The union also planned to reach out to the Eagles to offer medical guidance and regular updates as they prepare to fly to Tampa for Sunday’s game.

Bucs players, meanwhile, expressed concern about the continued problems the team is experiencing with MRSA infections, though several said Friday that Anderson’s visit helped put them at ease.

“Talking to one of the best specialists in the country today, we learned how common (MRSA) actually is,’’ veteran wide receiver Vincent Jackson said. “It’s a germ like anything else that’s around in any environment.

“And the fact that we have had a couple of cases here — they can be cured. There’s different medicines to take care of it and we’re using the best people at our disposal, so we’re confident that if anything comes up we’re going to address it.’’

The Bucs had their training facility professionally cleaned twice in a matter of days after Nicks’ and Tynes’ infections were discovered, but there are no plans to have another cleaning done.

Instead, the Bucs plan to immediately incorporate what Dominik referred to as a source-control program that calls for each player and staff member to make regular use of skin disinfectants.

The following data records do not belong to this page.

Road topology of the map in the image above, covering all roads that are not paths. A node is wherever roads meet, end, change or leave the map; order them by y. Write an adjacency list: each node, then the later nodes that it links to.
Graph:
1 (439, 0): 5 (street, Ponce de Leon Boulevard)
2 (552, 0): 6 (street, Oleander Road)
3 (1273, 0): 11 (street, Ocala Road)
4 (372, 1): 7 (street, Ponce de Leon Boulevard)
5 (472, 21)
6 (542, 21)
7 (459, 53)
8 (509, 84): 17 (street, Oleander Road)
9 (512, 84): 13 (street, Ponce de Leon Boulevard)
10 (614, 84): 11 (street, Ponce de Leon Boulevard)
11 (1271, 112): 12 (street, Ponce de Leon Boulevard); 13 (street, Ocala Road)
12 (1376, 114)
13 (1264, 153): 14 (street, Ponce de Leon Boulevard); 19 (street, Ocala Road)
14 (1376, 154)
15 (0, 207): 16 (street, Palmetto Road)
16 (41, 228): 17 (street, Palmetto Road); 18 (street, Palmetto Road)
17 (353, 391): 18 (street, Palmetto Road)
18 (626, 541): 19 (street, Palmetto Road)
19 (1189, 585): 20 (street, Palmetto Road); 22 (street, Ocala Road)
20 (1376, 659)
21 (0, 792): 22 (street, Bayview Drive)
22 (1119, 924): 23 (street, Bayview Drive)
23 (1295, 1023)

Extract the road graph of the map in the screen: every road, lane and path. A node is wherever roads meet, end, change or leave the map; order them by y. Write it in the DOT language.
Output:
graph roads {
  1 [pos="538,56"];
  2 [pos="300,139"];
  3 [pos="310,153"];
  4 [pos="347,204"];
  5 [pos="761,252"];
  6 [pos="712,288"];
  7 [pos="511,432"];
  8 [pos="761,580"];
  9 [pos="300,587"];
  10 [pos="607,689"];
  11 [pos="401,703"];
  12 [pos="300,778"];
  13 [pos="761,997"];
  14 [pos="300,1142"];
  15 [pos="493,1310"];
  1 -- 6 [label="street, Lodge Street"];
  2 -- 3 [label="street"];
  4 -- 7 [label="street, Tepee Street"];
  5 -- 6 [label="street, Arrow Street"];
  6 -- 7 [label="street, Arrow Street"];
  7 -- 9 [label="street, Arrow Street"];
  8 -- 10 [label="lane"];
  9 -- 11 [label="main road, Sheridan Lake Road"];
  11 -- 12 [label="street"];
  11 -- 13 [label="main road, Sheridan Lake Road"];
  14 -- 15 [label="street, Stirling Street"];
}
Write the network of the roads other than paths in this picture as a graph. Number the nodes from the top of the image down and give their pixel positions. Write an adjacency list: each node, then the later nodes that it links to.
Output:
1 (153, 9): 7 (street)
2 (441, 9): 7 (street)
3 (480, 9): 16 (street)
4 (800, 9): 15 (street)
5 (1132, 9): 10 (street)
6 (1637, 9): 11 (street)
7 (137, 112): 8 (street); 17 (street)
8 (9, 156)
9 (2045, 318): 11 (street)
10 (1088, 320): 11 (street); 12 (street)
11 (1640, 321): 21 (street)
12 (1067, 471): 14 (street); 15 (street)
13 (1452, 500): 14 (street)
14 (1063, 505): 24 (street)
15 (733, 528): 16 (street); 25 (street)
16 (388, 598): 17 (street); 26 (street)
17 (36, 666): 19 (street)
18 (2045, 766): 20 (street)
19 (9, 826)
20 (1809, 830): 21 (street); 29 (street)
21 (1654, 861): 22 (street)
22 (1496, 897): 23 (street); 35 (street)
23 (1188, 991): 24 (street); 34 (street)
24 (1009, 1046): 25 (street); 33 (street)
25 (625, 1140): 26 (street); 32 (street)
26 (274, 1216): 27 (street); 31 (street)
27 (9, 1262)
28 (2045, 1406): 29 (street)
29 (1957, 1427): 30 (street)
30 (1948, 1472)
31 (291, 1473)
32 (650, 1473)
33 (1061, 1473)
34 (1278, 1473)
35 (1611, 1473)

Discovering the original source of the MRSA infections is difficult, if not impossible, Anderson said. He was certain, though, that Nicks’ and Tynes’ infections were not related.

“We still don’t know about the third one yet — we still need additional information about the specific MRSA we are dealing with there — but we can definitively say that the first two cases were not related to each other,’’ Anderson said.

Anderson said he could neither prove nor rule out that the Bucs’ facility is the source of the infections. He did say it was not uncommon for the infection to recur as it has in Nicks’ left foot.

“The reality is that often times when MRSA gets into the bone, antibiotic therapy alone is not enough to cure it,’’ Anderson said. “That indicates you may require surgical procedure to definitively remove that infection.’’

Tynes, who contracted MRSA on his right big toe, has already had surgery to remove the infection and continues to receive intravenous antibiotic treatments through a PICC line.

Nicks received only antibiotic therapy for his initial MRSA infection. Whether he was planning to have surgery to treat the recurrence remained uncertain Friday, when neither the Bucs nor his agent responded to questions regarding that option.

The possible loss of Nicks and a third player is the latest setback for a team off to an 0-4 start, but second-year coach Greg Schiano said the team is prepared for whatever moves it might have to make to replace them.

“You only have 53 guys on the active roster, so that’s who we can choose from,’’ Schiano said.“I don’t know what the final outcome of all this is going to be, but we do have flexibility. That’s why you train guys. So, come Sunday, we’ll go out and play Buc football, whether it’s the first-team guys, second-team guys or some mix-and-match of both. That’s the plan.”